The initial concept of Vessel was about chemicals colliding in the brain during the moment of falling in love, and of course being some kind of metaphor for two people falling in love. This is my description of the film I wanted to make that I wrote in an email to Jon Hopkins on December 4th 2012:
“I’m trying to let the idea evolve as I go along but at the moment it’s (very briefly) a journey of chemicals, culminating in a collision that forms new connections. I guess it’s like a love story between two chemicals in the brain.”
And from that, the idea did evolve, and the narrative started to form. But the narrative writing process didn’t begin with words, at least not as a traditional script.
Vessel is a piece of music by Jon Hopkins that audially represents this moment of falling in love. It has the swells and bursts that tell the story. I didn’t exactly know this when I first heard the track back in 2009, but when I came up with the concept for my film, I knew this was the right track to tell this story. I can only really describe the way I shaped the narrative as an extraction process. I extracted the story from the music, like it had been buried within it the whole time. Hidden within the sweeping builds and behind every vibrating string. This process took some time, literally carving and reshaping until there was almost nothing left. Just the essential elements. Just the moments that define the structure of a 4 second story. Looking at it now, the story is so obvious to me I’m amazed it alluded me for so long.
The whole story is 4 seconds of captured data stretched over 4 minutes, to see all the neural processes taking place during this moment. But within this narrative there are really 3 scripts running in parallel throughout the film.
- Poetic document
- Neural processes
- Machine data
This forms the backbone of the narrative.. These are perhaps the only words that it’s important to read as they carry the story. For this reason they are bigger, shorter, more obvious, and appear within a small field of view from one to the next. Each statement appears as the subject experiences it within the 4 seconds. Refining these words was also a lengthy process. Something I came back to several times over the 2 years. Writing has never come naturally to me. It takes a lot of time and effort to commit to words.

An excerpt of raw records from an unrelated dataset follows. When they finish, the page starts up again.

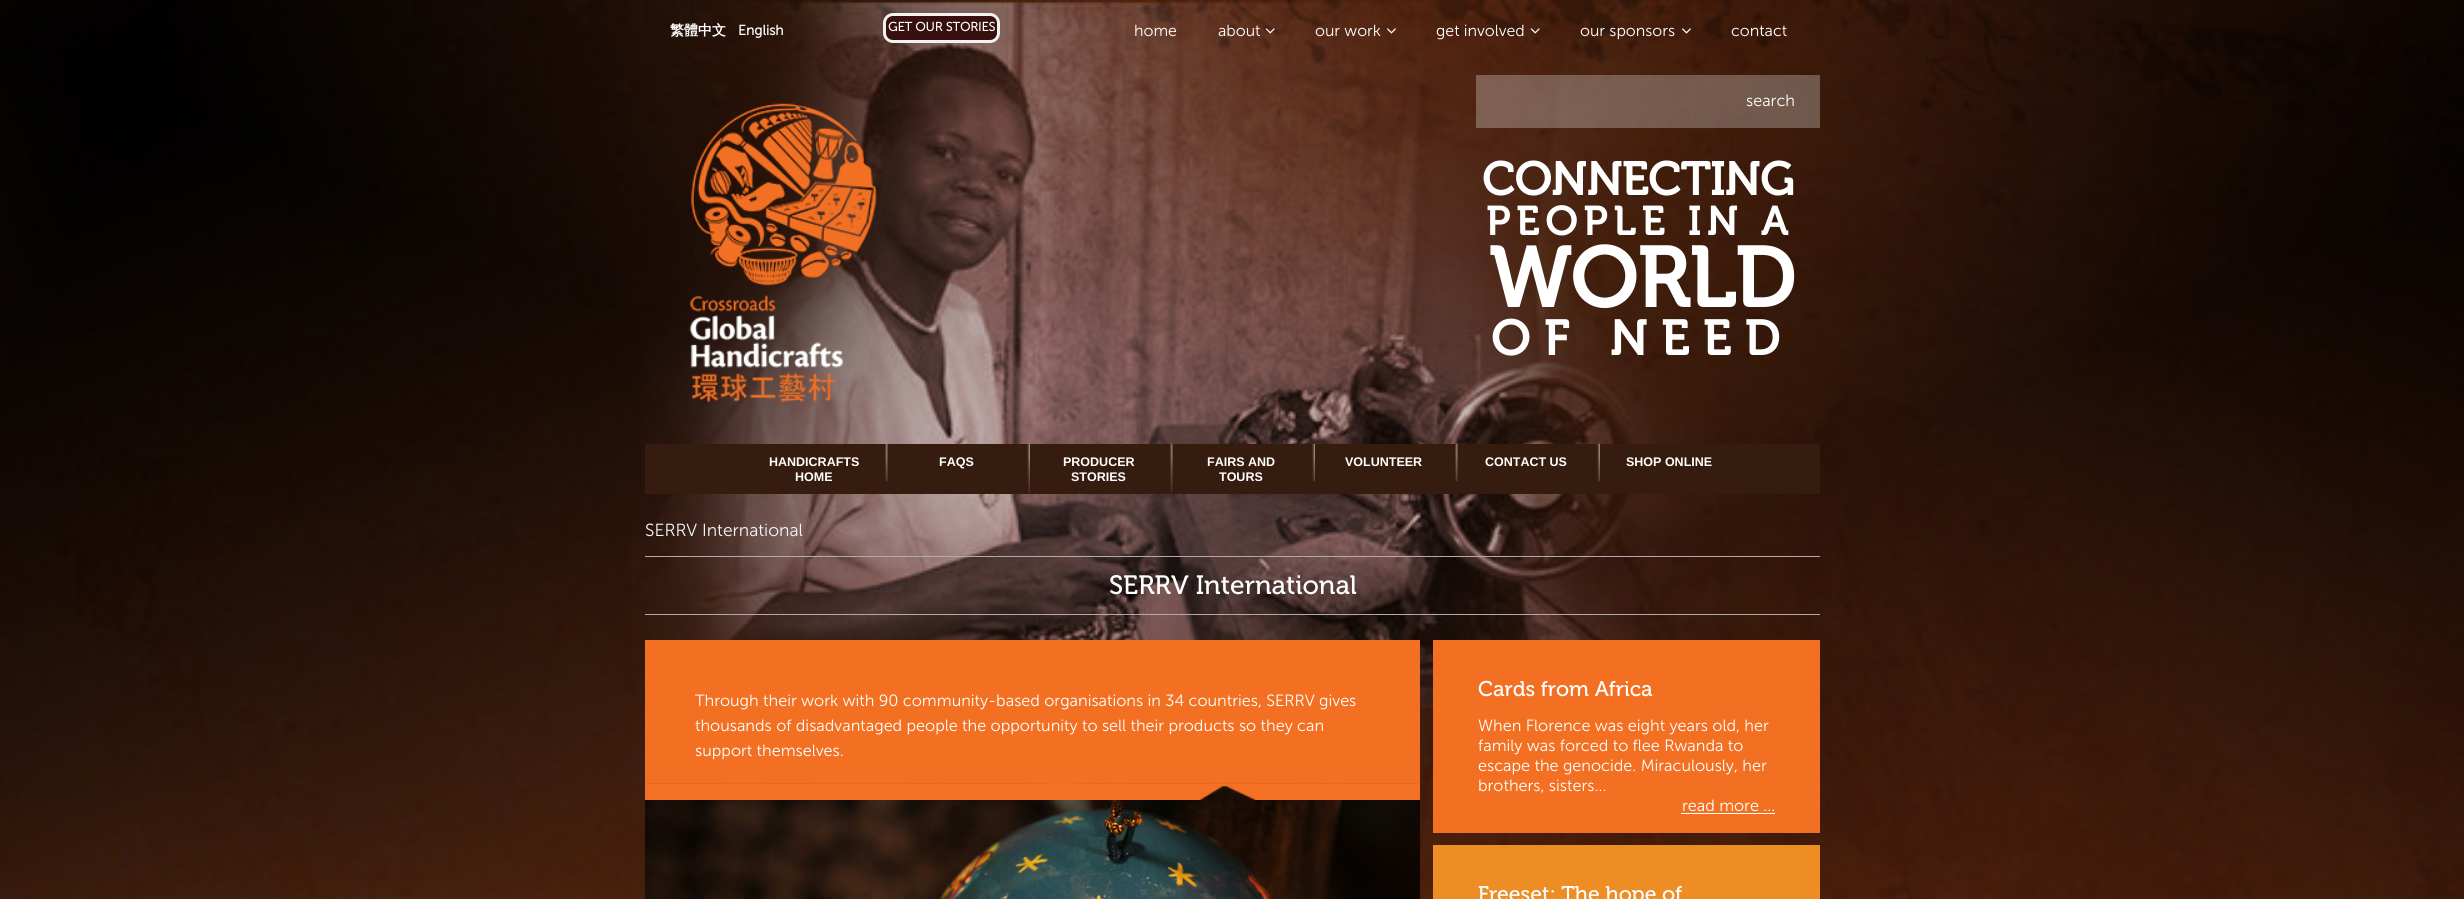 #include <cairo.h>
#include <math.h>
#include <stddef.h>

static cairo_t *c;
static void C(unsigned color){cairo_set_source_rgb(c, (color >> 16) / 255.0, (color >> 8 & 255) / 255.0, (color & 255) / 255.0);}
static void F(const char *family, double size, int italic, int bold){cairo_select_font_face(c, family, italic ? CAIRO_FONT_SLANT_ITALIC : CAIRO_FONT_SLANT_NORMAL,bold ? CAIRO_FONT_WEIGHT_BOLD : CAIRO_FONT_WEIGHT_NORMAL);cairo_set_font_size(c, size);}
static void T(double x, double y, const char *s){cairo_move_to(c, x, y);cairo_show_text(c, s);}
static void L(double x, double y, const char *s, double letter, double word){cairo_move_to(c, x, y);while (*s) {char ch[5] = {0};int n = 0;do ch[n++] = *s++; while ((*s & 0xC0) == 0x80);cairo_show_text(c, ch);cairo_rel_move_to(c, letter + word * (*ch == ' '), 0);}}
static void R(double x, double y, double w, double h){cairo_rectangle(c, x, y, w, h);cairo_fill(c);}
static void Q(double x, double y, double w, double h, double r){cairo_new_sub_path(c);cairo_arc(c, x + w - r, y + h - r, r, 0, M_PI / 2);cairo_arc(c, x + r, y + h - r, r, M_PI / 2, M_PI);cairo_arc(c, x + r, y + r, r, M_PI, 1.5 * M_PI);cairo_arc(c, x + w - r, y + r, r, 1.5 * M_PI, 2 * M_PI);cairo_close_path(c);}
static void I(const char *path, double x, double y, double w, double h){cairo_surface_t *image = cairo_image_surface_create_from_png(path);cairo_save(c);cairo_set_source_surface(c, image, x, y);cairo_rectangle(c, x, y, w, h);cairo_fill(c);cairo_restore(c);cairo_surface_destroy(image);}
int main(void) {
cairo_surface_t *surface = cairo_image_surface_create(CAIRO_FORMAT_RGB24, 2464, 899);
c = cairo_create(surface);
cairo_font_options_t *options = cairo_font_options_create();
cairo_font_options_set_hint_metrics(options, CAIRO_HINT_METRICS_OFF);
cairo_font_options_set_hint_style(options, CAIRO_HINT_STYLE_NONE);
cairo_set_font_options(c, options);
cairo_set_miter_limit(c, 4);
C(0xffffff);
cairo_paint(c);
I("1.png",0,0,2464,899);
F("WenQuanYi Zen Hei",14,0,1);
C(0xffffff);
T(670,35,"繁體中文");
F("Museo Sans",14,0,1);
T(738,35,"English");
C(0x380f0f);
Q(884.5,14.5,114,27,8.5);
cairo_fill_preserve(c);
C(0xf2f2f2);
cairo_set_line_width(c,3);
cairo_stroke(c);
F("Museo Sans",12.5,0,1);
C(0xffffff);
T(888,31,"GET OUR STORIES");
F("Museo Sans Light",16,0,0);
T(1134,36,"home");
T(1218,36,"about");
I("2.png",1265,28,10,6);
T(1315,36,"our work");
I("3.png",1387,28,9,6);
T(1436,36,"get involved");
I("4.png",1530,28,10,6);
T(1580,36,"our sponsors");
I("5.png",1682,28,9,6);
T(1731,36,"contact");
I("6.png",689,103,188,300);
cairo_set_source_rgba(c,1,1,1,0.27);
R(1476,75,344,53);
F("Museo Sans Light",16.25,0,0);
C(0xffffff);
T(1746,106,"search");
F("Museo",46.25,0,1);
T(1482,195,"CONNECTING");
F("Museo",40,0,1);
L(1486,235,"PEOPLE IN A",6.4,0);
F("Museo",84,0,1);
T(1489,307,"WORLD");
F("Museo",48.75,0,1);
L(1491,355,"OF NEED",14,0);
C(0x361b0f);
R(645,444,1175,50);
F("Liberation Sans",12.5,0,1);
C(0xffffff);
T(769,466,"HANDICRAFTS");
T(795,481,"HOME");
I("7.png",885,443,3,39);
T(939,466,"FAQS");
I("8.png",1027,443,3,51);
T(1063,466,"PRODUCER");
T(1071,481,"STORIES");
I("9.png",1170,443,3,51);
T(1207,466,"FAIRS AND");
T(1219,481,"TOURS");
I("10.png",1312,443,3,39);
T(1345,466,"VOLUNTEER");
I("11.png",1455,443,3,39);
T(1485,466,"CONTACT US");
I("12.png",1597,443,3,39);
T(1626,466,"SHOP ONLINE");
F("Museo Sans Light",17.5,0,0);
C(0xf2f7fa);
T(645,536,"SERRV International");
C(0xb1abab);
R(645,556,1175,1);
R(645,614,1175,1);
F("Museo",26.5,0,0);
C(0xffffff);
T(1109,594,"SERRV International");
C(0xf37023);
R(645,640,775,144);
F("Museo Sans Light",16.25,0,0);
C(0xffffff);
T(695,706,"Through their work with 90 community-based organisations in 34 countries, SERRV gives");
T(695,731,"thousands of disadvantaged people the opportunity to sell their products so they can");
T(695,756,"support themselves.");
I("13.png",645,783,775,116);
I("14.png",645,784,775,16);
C(0xf37023);
R(1433,640,387,193);
F("Museo",21.25,0,0);
C(0xffffff);
T(1478,696,"Cards from Africa");
F("Museo Sans Light",16.25,0,0);
T(1478,731,"When Florence was eight years old, her");
T(1478,751,"family was forced to flee Rwanda to");
T(1478,771,"escape the genocide. Miraculously, her");
T(1478,791,"brothers, sisters...");
T(1682,811,"read more ...");
R(1681,813,94,1);
C(0xee8d24);
R(1433,845,387,54);
F("Museo",21.25,0,0);
C(0xffffff);
T(1478,901,"Freeset: The hope of");
cairo_surface_write_to_png(surface, "o.png");
cairo_font_options_destroy(options);
cairo_destroy(c);
cairo_surface_destroy(surface);
return 0;
}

This represents the neural activity inferred from analysing the data captured by the machine. This includes information about activity spikes in areas of the brain and what chemicals are being released. There’s a lot of references to dopamine which, when released in certain areas of the brain makes us feel pleasure. All the best drugs such as heroin and cocaine cause a huge surge of dopamine in the brain. Another common chemical is oxytocin, which is the primary neurotransmitter involved with the feeling of empathy. By simply hugging people, your brain releases oxytocin and makes you more likely to lend someone money. The research in this area was vast. Most of this script represents real neural processes, which relate exactly to the narrative at that moment. I have documents filled with information about what’s happening in the brain for every moment of the narrative; when you smell something, what part of your brain is activated, what chemicals are released, what chain reactions occur, how the information is perceived. This information was then condensed into basic statements that in some deep and complex way support the narrative. Although I’m pretty sure this level of storytelling will never really be followed or understood by anybody, it’s something I obsessed over for months. On its own it’s possibly the least emotive story of love ever told but it highlights the incredible way our conscious minds translate emotions from a series of chemical reactions.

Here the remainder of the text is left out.